L’OTAN ne veut déployer ni armes nucléaires ni bases en Finlande, dit sa première ministre

La première ministre finlandaise, Sanna Marin, s’exprime lors d’une conférence de presse commune avec le premier ministre italien Mario Draghi lors de sa visite à Rome, le 18 mai. (Remo Casilli/Reuters)
L’Organisation du traité de l’Atlantique Nord (OTAN) n’a manifesté aucun intérêt pour la présence d’armes nucléaires ou de bases militaires permanentes en Finlande, a déclaré la première ministre finlandaise, Sanna Marin, dans un entretien publié jeudi par le quotidien italien Corriere della Sera à l’occasion d’une visite à Rome.

« Il me semble qu’il n’y a pas même un intérêt pour le déploiement d’armes nucléaires ou l’ouverture de bases de l’OTAN en Finlande », a-t-elle dit selon ses services.

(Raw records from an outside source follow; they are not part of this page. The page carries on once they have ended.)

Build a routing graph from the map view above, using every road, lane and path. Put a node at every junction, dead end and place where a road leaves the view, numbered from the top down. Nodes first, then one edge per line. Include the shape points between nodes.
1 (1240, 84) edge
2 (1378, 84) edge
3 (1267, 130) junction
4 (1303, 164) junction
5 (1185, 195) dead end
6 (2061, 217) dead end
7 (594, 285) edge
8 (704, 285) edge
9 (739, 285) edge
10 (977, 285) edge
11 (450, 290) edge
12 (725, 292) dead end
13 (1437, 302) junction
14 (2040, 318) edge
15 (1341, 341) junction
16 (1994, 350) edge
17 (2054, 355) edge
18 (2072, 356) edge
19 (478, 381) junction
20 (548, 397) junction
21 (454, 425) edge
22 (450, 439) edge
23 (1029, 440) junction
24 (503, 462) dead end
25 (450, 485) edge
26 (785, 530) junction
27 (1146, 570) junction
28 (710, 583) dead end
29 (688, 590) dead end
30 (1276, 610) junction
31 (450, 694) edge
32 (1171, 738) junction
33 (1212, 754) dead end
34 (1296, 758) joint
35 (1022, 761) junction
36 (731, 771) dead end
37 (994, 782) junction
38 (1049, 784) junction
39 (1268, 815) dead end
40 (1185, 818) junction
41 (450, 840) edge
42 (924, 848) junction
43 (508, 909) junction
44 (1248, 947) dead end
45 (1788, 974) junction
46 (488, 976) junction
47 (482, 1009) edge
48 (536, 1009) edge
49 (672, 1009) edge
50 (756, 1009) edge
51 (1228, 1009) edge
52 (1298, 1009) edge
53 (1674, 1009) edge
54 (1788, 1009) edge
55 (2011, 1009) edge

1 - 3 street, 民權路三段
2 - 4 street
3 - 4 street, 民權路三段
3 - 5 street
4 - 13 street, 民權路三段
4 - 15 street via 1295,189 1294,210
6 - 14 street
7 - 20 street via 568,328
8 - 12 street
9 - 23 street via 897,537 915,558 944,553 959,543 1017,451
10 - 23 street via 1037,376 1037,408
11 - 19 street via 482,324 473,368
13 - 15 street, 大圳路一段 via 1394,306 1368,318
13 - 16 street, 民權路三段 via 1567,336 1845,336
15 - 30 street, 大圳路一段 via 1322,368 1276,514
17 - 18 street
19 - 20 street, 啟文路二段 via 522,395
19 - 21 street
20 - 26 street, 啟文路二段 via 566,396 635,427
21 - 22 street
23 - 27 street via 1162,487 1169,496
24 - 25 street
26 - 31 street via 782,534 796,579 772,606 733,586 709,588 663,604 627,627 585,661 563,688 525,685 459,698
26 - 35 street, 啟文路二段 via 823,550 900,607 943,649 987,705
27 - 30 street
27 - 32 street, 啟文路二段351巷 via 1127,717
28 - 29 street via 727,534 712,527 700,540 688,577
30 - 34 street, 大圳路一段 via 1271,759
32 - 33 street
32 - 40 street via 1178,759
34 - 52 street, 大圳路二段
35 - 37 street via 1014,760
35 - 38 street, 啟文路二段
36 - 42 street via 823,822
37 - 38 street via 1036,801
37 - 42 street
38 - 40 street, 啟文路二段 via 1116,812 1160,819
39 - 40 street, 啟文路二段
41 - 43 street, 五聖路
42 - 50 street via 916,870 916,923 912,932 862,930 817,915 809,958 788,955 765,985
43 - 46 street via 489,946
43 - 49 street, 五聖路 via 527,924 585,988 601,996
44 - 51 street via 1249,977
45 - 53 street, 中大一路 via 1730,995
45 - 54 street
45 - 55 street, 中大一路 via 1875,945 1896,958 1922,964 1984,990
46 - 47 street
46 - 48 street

La Finlande et la Suède ont formellement déposé mercredi leur candidature à une entrée dans l’OTAN, l’invasion de l’Ukraine par la Russie les ayant convaincues de rompre avec la position de neutralité stratégique en vigueur depuis la fin de la Seconde Guerre mondiale pour la première et depuis près de 200 ans pour la deuxième.

Cette double candidature a été saluée par les États-Unis et par plusieurs membres européens de l’Alliance du traité de l’Atlantique Nord, mais elle est critiquée par la Turquie. Cela risque de freiner le processus d’accession.

Sanna Marin, en visite à Rome où elle a rencontré mercredi le président du Conseil Mario Draghi, s’est dite convaincue que les réticences d’Ankara pouvaient être surmontées par le dialogue.

« Je crois qu’à ce stade, l’important est de rester calme, de discuter avec la Turquie et d’autres pays membres, de répondre aux questions qui peuvent se poser et d’aplanir tous les malentendus », a-t-elle déclaré au Corriere della Sera.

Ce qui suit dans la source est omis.